Graph sketching is a valuable skill in mathematics, helping visualize functions quickly. To sketch the graph of this function, \( f(x) = -\left(\frac{1}{2}\right)^x + 4 \), we're dealing with an exponential decay because of the base \( \frac{1}{2} \) which is less than one. The negative sign indicates a reflection over the x-axis. Start by plotting the key points:

• The y-intercept \((0, 3)\)
• A point such as \((-1, 2)\)
• Another point like \((1, 3.5)\)

These points map the curve's path, helping illustrate its direction. With the function approaching the asymptote \( y = 4 \), sketch a curve starting below this line, indicating the reflected decay. This hands-on method of plotting points and observing trends leads to a clearer graph.

The y-intercept of a graph is where it crosses the y-axis. This occurs when \( x = 0 \).

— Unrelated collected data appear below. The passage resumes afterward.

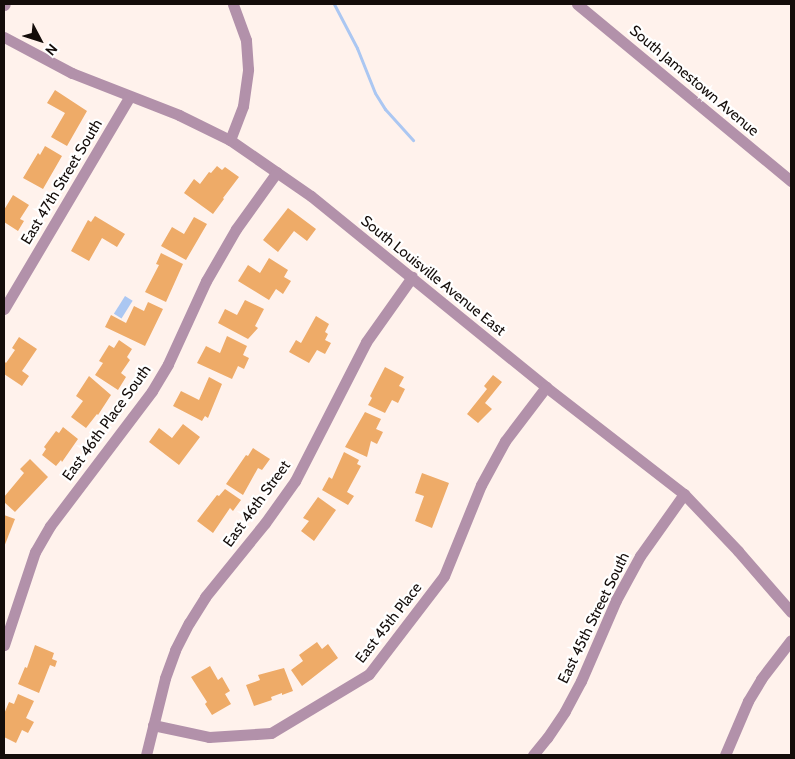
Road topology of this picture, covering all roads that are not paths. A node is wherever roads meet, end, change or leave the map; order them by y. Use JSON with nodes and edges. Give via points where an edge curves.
{"nodes":[{"id":1,"x":233,"y":4,"type":"edge"},
{"id":2,"x":578,"y":4,"type":"edge"},
{"id":3,"x":589,"y":9,"type":"edge"},
{"id":4,"x":4,"y":37,"type":"edge"},
{"id":5,"x":130,"y":96,"type":"junction"},
{"id":6,"x":230,"y":140,"type":"junction"},
{"id":7,"x":277,"y":172,"type":"junction"},
{"id":8,"x":791,"y":181,"type":"edge"},
{"id":9,"x":412,"y":277,"type":"junction"},
{"id":10,"x":4,"y":309,"type":"edge"},
{"id":11,"x":546,"y":388,"type":"junction"},
{"id":12,"x":684,"y":494,"type":"junction"},
{"id":13,"x":791,"y":612,"type":"edge"},
{"id":14,"x":791,"y":640,"type":"edge"},
{"id":15,"x":4,"y":645,"type":"edge"},
{"id":16,"x":153,"y":725,"type":"junction"},
{"id":17,"x":146,"y":755,"type":"edge"},
{"id":18,"x":533,"y":755,"type":"edge"},
{"id":19,"x":725,"y":755,"type":"edge"}],
"edges":[{"from":1,"to":6,"type":"street","via":[[246,40],[248,69],[243,106]]},
{"from":2,"to":3,"type":"street","name":"South Jamestown Avenue"},
{"from":3,"to":8,"type":"street","name":"South Jamestown Avenue"},
{"from":4,"to":5,"type":"street","name":"South Louisville Avenue East","via":[[72,73]]},
{"from":5,"to":6,"type":"street","name":"South Louisville Avenue East"},
{"from":5,"to":10,"type":"street","name":"East 47th Street South"},
{"from":6,"to":7,"type":"street","name":"South Louisville Avenue East"},
{"from":7,"to":9,"type":"street","name":"South Louisville Avenue East"},
{"from":7,"to":15,"type":"street","name":"East 46th Place South","via":[[236,229],[211,272],[152,391],[50,526],[36,552]]},
{"from":9,"to":11,"type":"street","name":"South Louisville Avenue East"},
{"from":9,"to":16,"type":"street","name":"East 46th Street","via":[[366,342],[295,482],[205,597],[189,623],[165,678]]},
{"from":11,"to":12,"type":"street","name":"South Louisville Avenue East"},
{"from":11,"to":16,"type":"street","name":"East 45th Place","via":[[501,448],[481,485],[444,576],[369,674],[271,733],[209,737]]},
{"from":12,"to":13,"type":"street","name":"South Louisville Avenue East"},
{"from":12,"to":18,"type":"street","name":"East 45th Street South","via":[[640,556],[564,711]]},
{"from":14,"to":19,"type":"street","via":[[748,701]]},
{"from":16,"to":17,"type":"street","name":"East 46th Street"}]}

For our given function, calculating the y-intercept involves substituting 0 into the function, leading to:
\[f(0) = -\left(\frac{1}{2}\right)^0 + 4 = -1 + 4 = 3. \]
Therefore, the y-intercept is the point \((0, 3)\). This point serves as a crucial reference for sketching the graph, giving us one of the starting points to plot the curve. Easy to spot and fundamental to drawing any graph, the y-intercept helps anchor our visualization of the function.